Vera é uma balzaquiana loura, que faz muito marmanjo babar. Bem feita de corpo, e fissurada na prática de exercícios físicos, adora vestidos justos e saltos altos. Nessa época estava noiva do Massa, um grandalhão musculoso, de pavio curto e muito ciumento. Combinaram encontrar-se para almoçar, mas antes a moça precisava realizar um pagamento na agência bancária .

Preparada para a onda de calor que já se extendia por duas semanas, Vera decidira enfrentar o dia com um conjunto de viscose, composto por saia e blusa coloridos que remetia a um visual hippie ou indiano. Optou por uma sandália rasteirinha, uma pulseira de argola, brincos levíssimos e nada de colares. Como o cabelo já passava a altura dos ombros, decidiu prendê-lo com uma estilosa presilha que a avó trouxe de viagem quando esteve em Milão. E para fechar o look, uma bolsa de couro, toda ornamentada em franjas, e de tamanho médio, que carregava à tira-colo.

O estabelecimento bancário não contava com aparelhos de ar condicionado, estando disponíveis naquele espaço apenas dois velhos e precários ventiladores de pedestal. O ar por ali circulava pesado. E certamente não fosse a necessidade imperiosa de pagar o boleto, Vera não ficaria naquele forno nem por um minuto. A fila, que começava na calçada e terminava na porta de segurança, avançava lentamente. Do outro lado, na calçada oposta à da agência, trabalhadores de uma obra da companhia de gás espalhavam-se em seu horário de almoço, regalados no chão e aproveitando alguns minutos de descanso. Alguns jogavam cartas, outros dominó, e outros simplesmente jogam conversa fora. Desses, por sinal, era possível escutar comentários insinuativos sobre as mulheres que passavam ou, quem saberia (?) sobre as beldades que identificavam na fila.

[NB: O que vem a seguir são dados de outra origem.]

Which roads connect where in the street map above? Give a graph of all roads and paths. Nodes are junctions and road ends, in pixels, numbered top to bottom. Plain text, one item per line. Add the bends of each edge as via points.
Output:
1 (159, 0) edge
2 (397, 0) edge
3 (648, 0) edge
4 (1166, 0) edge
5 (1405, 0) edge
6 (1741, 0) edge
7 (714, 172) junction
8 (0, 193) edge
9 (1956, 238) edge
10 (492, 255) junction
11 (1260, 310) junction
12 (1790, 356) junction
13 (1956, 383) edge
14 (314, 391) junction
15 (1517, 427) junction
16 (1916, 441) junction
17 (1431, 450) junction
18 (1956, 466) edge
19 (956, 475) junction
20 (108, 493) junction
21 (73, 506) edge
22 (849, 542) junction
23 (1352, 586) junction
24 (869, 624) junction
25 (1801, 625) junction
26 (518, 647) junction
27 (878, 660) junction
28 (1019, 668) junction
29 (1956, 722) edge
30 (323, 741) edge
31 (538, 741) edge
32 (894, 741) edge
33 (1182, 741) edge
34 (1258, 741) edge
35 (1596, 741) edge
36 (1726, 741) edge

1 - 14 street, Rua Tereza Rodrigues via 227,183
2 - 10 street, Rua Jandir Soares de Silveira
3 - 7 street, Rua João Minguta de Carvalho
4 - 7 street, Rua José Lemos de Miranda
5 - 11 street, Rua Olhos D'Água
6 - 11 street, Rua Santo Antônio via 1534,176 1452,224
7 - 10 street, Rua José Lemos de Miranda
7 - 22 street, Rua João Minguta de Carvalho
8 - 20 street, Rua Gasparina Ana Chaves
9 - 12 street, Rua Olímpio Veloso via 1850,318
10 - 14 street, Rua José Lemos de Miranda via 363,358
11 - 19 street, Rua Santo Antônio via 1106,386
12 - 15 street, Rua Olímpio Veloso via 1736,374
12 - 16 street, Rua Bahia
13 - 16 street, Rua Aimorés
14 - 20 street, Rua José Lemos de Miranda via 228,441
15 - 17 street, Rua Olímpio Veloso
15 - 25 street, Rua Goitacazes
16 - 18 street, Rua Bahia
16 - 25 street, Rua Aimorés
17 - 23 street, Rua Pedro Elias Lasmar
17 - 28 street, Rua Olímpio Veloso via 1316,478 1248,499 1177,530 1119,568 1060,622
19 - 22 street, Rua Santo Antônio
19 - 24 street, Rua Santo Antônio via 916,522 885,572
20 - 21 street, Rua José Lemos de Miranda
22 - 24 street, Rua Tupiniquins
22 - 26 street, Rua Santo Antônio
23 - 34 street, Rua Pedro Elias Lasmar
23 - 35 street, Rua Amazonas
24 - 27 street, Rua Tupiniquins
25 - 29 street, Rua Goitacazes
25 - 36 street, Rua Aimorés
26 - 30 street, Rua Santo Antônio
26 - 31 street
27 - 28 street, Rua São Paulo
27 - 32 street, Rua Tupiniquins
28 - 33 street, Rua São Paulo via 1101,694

Provavelmente por determinação do gerente, o acesso ao prédio era controlado, para remediar a aglomeração interna. E a porta de segurança, por si só, colaborava com o pequeno caos travando a todo momento, quando uma sequência de três apitos agudos denunciava presença do metal. Então, a pessoa que desejava adentrar era convidada a esvaziar bolsa e bolsos, sacando aparelhos celulares, moedas, e todo tipo de metal que estivesse justificando o travamento da porta. Não fosse o próprio perrengue em si, os bips já eram suficientemente irritantes.

Imediatamente atrás do casal, na fila, um grupo formado por três garotos conversava animadamente. Com skates embaixo do braço, faziam sua pequena algazarra particular: contavam anedotas, gargalhavam, zombavam de um ou outro personagem que engrossava o fim da fila, se empurravam... Por certo pelo menos um deles estava ali por algum compromisso assumido com pai ou mãe para quitar alguma conta. Massa olhava de rabo de olho, e se reposicionava, certo de que queriam pretexto para esbarrar em Vera. E a modorrenta experiência de convivência forçada se estendia: Alguns xingavam o presidente, outros o técnico da seleção. Havia gente reclamando do injusto e feliz destino do vilão da novela... enfim, fila é fila!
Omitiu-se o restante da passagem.